Society should not help anyone as a matter of right, of entitlement. Society – non-government aspects thereof – should certainly maintain public charity work of all kinds, but no person may demand public charity; he cannot insist on it as his due.

Admitted. Absolutely true.

Surely you don’t mean my response, which explicitly acknowledged, as a numbered point, that Obama was not a socialist.

Yeah, it was really going overboard when I showed up at your kid’s school with a doll’s head cut off and said, “Tel your parents THIS is what will happen to you if they discuss anything except what I want discussed.” Maybe I shouldn’t have gone quite so far in forbidding anyone to discuss any other aspects of the OP.

Maybe. Or maybe not. Maybe productive people are tired enough of being forced to ay the freight for non-productive people.

You’re not alone. Many people do. The debate has been very successfully framed in those terms. But I reject that premise.

Mind you: I don’t reject the premise that we should make changes that allow better access to health care. But as long as we start from the proposition that as a matter of right, of moral and legal claim, everyone should have access to basic health care, whether or not they can afford to pay for it themselves… as long as we’re starting there, I reject the premise.

Oh, hijack all you want. Just don’t innocently absolve yourself of any responsibility for the derailment by claiming that it’s what the thread was originally about.

Sure, but saying “it’s not a right” is not an argument against it. It’s the equivalent of trying to argue that “X should not be a law because X is not a law.” It’s meaningless.

Very fair point.

It shouldn’t be a right because the more rights we load up that require the productive citizenry to pay the freight for the unproductive citizenry, the more impediments we have to future productive citizenry.

We’d actually be taking a load OFF the citizenry. That’s the part that seems to be escaping a lot of HCR opponents (and it’s no accident that it is. The insurance industry has been paying a buttload of money to make SURE that point escapes people. That’s exactly why they do things like bus people in to disrupt town hall meetings).

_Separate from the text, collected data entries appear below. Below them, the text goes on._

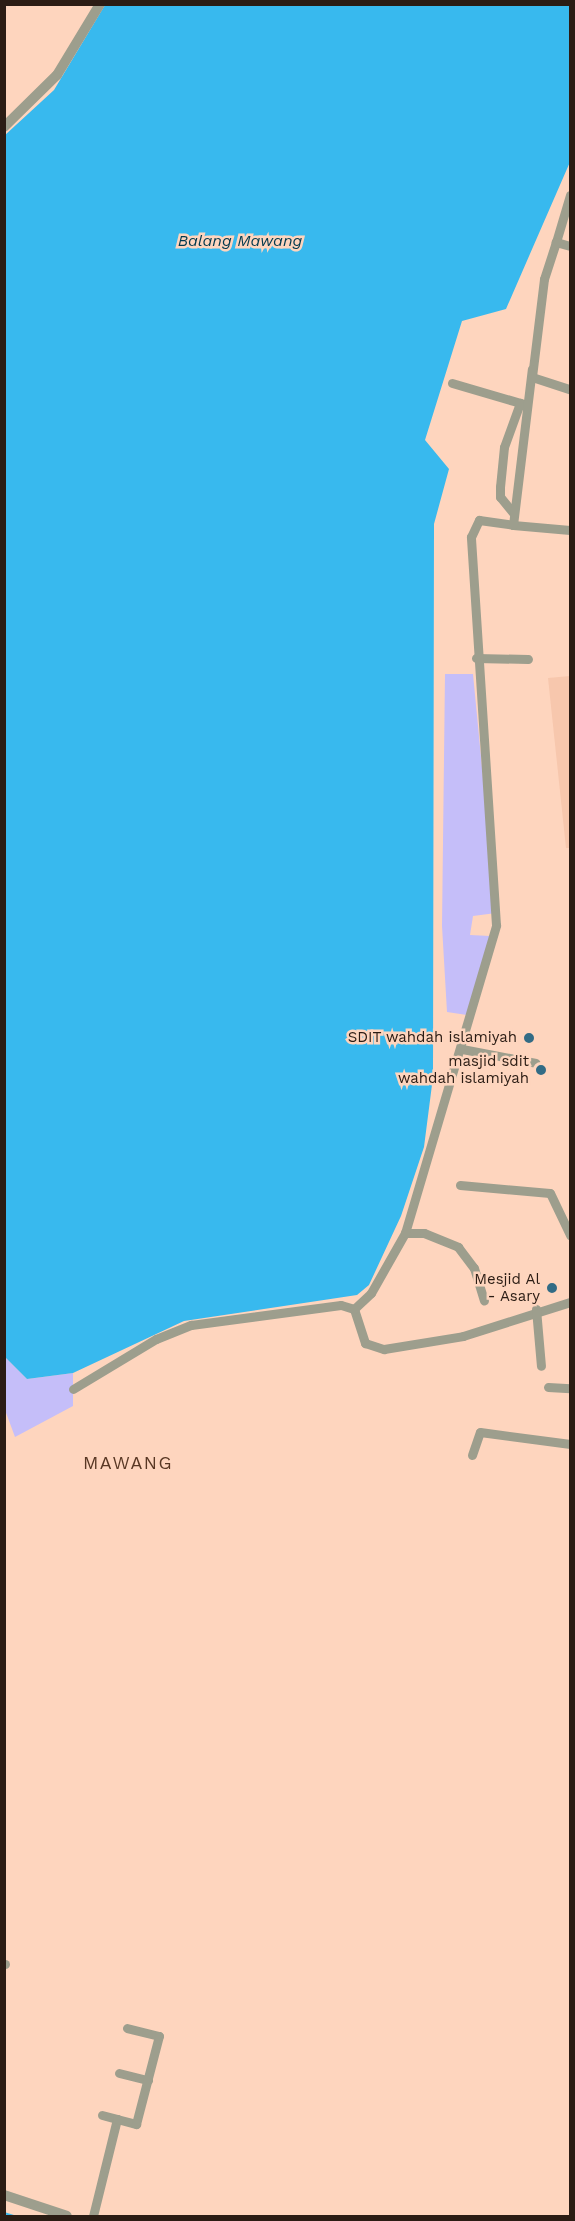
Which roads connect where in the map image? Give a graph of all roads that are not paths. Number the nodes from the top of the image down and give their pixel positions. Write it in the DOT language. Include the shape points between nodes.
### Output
graph roads {
  1 [pos="100,4"];
  2 [pos="4,127"];
  3 [pos="570,195"];
  4 [pos="555,242"];
  5 [pos="570,246"];
  6 [pos="532,373"];
  7 [pos="455,384"];
  8 [pos="570,389"];
  9 [pos="523,404"];
  10 [pos="514,514"];
  11 [pos="513,525"];
  12 [pos="570,530"];
  13 [pos="476,657"];
  14 [pos="528,658"];
  15 [pos="462,1049"];
  16 [pos="536,1063"];
  17 [pos="460,1185"];
  18 [pos="405,1233"];
  19 [pos="570,1235"];
  20 [pos="484,1300"];
  21 [pos="570,1302"];
  22 [pos="354,1309"];
  23 [pos="536,1309"];
  24 [pos="541,1366"];
  25 [pos="548,1387"];
  26 [pos="570,1388"];
  27 [pos="73,1389"];
  28 [pos="570,1444"];
  29 [pos="472,1455"];
  30 [pos="126,2028"];
  31 [pos="119,2073"];
  32 [pos="147,2080"];
  33 [pos="102,2115"];
  34 [pos="117,2119"];
  35 [pos="4,2194"];
  36 [pos="67,2217"];
  37 [pos="93,2217"];
  1 -- 2 [label="street" via="57,75"];
  3 -- 4 [label="street"];
  4 -- 5 [label="street"];
  4 -- 6 [label="street" via="538,306"];
  6 -- 8 [label="street"];
  6 -- 9 [label="street"];
  7 -- 9 [label="street"];
  9 -- 10 [label="street"];
  9 -- 10 [label="street" via="504,447 500,488 500,497"];
  10 -- 11 [label="street"];
  11 -- 12 [label="street"];
  11 -- 13 [label="street" via="479,519 471,527"];
  13 -- 14 [label="street"];
  13 -- 15 [label="street" via="496,925"];
  15 -- 16 [label="street"];
  15 -- 18 [label="street"];
  17 -- 19 [label="street" via="550,1193"];
  18 -- 20 [label="street" via="424,1233 458,1247 474,1268"];
  18 -- 22 [label="street" via="371,1293"];
  21 -- 23 [label="street"];
  22 -- 23 [label="street" via="365,1343 384,1348 463,1336"];
  22 -- 27 [label="street" via="341,1305 191,1325 156,1339"];
  23 -- 24 [label="street"];
  25 -- 26 [label="street"];
  28 -- 29 [label="street" via="480,1432"];
  30 -- 32 [label="street" via="159,2036"];
  31 -- 32 [label="street"];
  32 -- 34 [label="street" via="136,2124"];
  33 -- 34 [label="street"];
  34 -- 37 [label="street"];
  35 -- 36 [label="street"];
}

So how does the lucky sod who has never met you or read anything you have to say go about determining which system is best? Where do you fit in? Why is your happiness regarding rugged individualism a factor at all? Other countries obviously want the best system they can manage, should they refer to the opinions of all American conservative superstitious lawyers, or just you? Why?

People tend to ration quite well among themselves when left to their own devices. No protocols are required for the rationing of, say, good seats at a movie theater. This strikes me as a rather odd objection.

You’re already bearing the cost of the unproductive citizenry. When an uninsured poor person goes to the hospital who do you think foots the bill?

As long as the cost to you is buried in other costs it is ok since you can pretend you are not paying for all the layabouts?

What, to you, is the distinction between productive and unproductive? Is it that a person who becomes sick thereby becomes unproductive and to hell with him? Or is it that productive people can always afford, and obtain, insurance anyway?

Either of those views is too absurd, or too amoral, to discuss seriously, so it must be something else you’re trying to sell us. What?

I didn’t want to chop up your post to make a point, so I’ll just quote the most relevant part. Your last sentence makes no sense when reading what came before it. We do not have anything remotely like a free market system for health insurance in this country. The “free market” hasn’t failed-- what failed is our heavily regulated health insurance industry.

As for whether or not the current bills are a move towards socialized medicine, I think that’s a fair assessment-- especially since many of the Democrats want to see a single payer system. This would be one step in that direction.

In fact, the productive citizens (which I assume means “tax-paying citizens”) are paying MORE right now than citizens of other countries with UHC. Countries with UHC such as Canada don’t seem to be doing too badly right now. Unless you want to jump on the Rand Rover bandwagon, and try to argue that Canada has high unemployment, and a poor economy when the figures clearly show that it does not.